La danza de la estrella con su amante oscura alcanzó el orgasmo. A cientos de años luz, enormes bestias alzaron su cabeza hacia el cielo cuando la supernova proyectó en el suelo una segunda sombra. Luego siguieron pastando.
Después llegó el frió. Fragmentos de hielo flotando en la inmensa oscuridad del mayor de los océanos, girando lentamente alrededor de una estrella aún no nacida. Una vaga visión de la eternidad dentro de un sueño vacío; un dormitar alejado de la luz en donde el tiempo, encerrado en un frío mausoleo, se extinguía entre fantasmas de humo y apagados gritos de silencio. Una tumba a la deriva a través de la galaxia, contemplada por las estrellas con indiferencia. Tan solo los pequeños asteroides, náufragos como Banor en el espacio, turbaban ocasionalmente su sepulcral reposo atravesando de vez en cuando la esfera de gas y polvo que era su cuerpo. Y mientras Banor dormía, el universo, como una flor, se iba abriendo.
Llegó por fin la primavera cósmica y los planetas, deslizando su danza alrededor de los soles, abrieron su piel a las nuevas músicas creadas para ellos. Banor, como una pequeña espora arrastrada por el viento, fue poseído por un gran gigante rojo, repleto de cráteres y habitado por un océano de fuego, que hizo de él su compañero, acogiéndolo en su atmósfera. Y en el seno de esa atmósfera, de aquella transparencia en la que el paso de la luz no dejaba tras de sí a la infinita oscuridad del espacio, Banor encontró a la mitad de su ser. Nunca llegó a saber quién era realmente, pero pudo sentirlo como una presencia que, fundiéndose con él en un abrazo incontenible, rompía de un golpe el espejo de su propia soledad para invitarle a salir de ese reino oscuro en donde se hallaba, de ese lugar en donde solo habitaba la muerte.

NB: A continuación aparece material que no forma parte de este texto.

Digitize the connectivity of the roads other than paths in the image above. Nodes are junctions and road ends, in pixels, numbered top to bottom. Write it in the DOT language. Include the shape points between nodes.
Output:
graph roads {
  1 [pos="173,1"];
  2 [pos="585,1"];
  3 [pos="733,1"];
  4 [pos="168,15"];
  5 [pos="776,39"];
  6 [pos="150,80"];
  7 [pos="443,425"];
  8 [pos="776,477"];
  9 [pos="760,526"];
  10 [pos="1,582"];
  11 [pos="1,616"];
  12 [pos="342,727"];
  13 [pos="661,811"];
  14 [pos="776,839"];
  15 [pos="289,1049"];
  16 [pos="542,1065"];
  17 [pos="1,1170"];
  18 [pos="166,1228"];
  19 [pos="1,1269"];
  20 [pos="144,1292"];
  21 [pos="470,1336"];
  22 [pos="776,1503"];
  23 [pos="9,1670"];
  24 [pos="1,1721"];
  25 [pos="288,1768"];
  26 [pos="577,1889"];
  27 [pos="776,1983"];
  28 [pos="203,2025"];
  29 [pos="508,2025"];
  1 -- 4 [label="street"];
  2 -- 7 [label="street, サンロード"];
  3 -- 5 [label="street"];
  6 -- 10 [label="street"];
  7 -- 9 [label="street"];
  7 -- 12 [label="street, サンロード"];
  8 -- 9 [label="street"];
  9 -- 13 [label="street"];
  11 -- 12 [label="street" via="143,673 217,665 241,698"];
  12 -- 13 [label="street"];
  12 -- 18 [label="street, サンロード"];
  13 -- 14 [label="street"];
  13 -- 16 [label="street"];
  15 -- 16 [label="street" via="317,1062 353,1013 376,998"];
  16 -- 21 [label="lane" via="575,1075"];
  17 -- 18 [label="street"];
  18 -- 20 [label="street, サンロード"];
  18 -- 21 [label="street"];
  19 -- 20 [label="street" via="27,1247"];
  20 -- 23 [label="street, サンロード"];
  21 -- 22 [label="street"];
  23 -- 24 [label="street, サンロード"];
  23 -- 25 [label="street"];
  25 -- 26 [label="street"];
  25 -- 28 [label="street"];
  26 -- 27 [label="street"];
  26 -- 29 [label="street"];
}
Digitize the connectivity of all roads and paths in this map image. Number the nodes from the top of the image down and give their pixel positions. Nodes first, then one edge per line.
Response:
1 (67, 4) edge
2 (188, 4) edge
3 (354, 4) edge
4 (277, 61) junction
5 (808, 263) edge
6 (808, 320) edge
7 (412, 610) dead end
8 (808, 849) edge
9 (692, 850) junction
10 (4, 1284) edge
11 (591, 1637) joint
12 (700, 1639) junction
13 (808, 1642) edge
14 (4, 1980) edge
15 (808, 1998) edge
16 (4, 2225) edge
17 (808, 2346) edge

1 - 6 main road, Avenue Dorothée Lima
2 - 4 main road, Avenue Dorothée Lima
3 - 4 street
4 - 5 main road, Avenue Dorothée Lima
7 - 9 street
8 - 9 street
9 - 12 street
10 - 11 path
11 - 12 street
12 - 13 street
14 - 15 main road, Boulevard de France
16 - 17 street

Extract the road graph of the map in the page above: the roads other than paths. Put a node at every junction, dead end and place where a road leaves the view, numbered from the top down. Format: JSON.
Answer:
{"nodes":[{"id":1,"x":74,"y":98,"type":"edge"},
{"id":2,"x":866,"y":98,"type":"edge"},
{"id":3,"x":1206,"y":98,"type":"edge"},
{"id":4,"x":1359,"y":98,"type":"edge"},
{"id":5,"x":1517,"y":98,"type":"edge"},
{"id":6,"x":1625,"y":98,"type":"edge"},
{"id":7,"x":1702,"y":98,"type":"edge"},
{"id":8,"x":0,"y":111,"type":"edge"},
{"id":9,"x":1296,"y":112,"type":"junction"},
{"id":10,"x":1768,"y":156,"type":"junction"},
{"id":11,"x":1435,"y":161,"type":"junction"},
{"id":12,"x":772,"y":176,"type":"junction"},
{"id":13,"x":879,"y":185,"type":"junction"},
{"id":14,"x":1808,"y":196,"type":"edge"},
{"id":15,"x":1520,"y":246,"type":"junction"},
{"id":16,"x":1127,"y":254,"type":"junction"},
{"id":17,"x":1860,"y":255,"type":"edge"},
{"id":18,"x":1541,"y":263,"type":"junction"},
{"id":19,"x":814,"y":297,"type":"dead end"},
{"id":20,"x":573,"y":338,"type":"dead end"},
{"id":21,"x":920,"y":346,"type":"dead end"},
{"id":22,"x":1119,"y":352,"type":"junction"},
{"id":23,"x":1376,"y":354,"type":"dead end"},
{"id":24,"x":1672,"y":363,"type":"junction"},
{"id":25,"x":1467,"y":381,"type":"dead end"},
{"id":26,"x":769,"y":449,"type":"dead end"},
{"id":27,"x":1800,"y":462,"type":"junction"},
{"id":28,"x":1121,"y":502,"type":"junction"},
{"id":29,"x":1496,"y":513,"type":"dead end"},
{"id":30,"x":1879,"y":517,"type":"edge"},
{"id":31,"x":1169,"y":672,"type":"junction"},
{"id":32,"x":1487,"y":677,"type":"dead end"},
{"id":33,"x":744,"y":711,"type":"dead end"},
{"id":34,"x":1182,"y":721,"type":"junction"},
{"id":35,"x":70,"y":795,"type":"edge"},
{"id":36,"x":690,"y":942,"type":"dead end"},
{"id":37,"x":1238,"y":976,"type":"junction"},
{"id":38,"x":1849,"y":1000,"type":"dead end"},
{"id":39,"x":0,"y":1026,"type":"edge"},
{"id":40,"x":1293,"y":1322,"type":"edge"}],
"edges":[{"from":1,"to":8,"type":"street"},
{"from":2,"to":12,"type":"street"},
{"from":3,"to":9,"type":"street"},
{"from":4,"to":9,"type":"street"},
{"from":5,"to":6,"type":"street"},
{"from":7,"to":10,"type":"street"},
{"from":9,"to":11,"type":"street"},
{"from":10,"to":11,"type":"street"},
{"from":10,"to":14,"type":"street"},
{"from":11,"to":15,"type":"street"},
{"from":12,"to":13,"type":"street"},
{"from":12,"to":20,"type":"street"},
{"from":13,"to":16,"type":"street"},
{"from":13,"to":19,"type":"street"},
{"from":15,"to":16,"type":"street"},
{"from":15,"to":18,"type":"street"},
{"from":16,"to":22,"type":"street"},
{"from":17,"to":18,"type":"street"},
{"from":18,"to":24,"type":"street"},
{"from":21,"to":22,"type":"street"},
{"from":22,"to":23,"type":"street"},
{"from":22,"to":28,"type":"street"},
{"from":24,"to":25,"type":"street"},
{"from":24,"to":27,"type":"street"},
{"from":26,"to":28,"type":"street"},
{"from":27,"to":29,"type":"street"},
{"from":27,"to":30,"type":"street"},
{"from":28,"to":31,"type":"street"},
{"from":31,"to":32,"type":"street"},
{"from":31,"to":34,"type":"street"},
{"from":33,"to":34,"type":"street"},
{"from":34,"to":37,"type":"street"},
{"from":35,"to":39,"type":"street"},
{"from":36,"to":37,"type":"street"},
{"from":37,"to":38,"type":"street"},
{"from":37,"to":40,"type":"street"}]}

Día a día, sobre las montañas, los cráteres y el rocoso y polvoriento suelo, una danza sin edad hizo girar a Banor en un apretado vals al ritmo infatigable de la creación. Y en ese baile, de un furtivo y apretado beso, surgió el relámpago, el trueno y la tormenta. Y la lluvia, torrencial, poderosa, en un llanto de alegría incontenible, hizo a Banor despertar para siempre de su largo sueño con un grito de puro vértigo, derramándose en un diluvio sobre la tierra, inundándola, arrastrando en su resurrección montañas enteras, rodando junto a él como una muchedumbre alborotada, arrancada de sus casas para asistir al milagro de la nueva vida.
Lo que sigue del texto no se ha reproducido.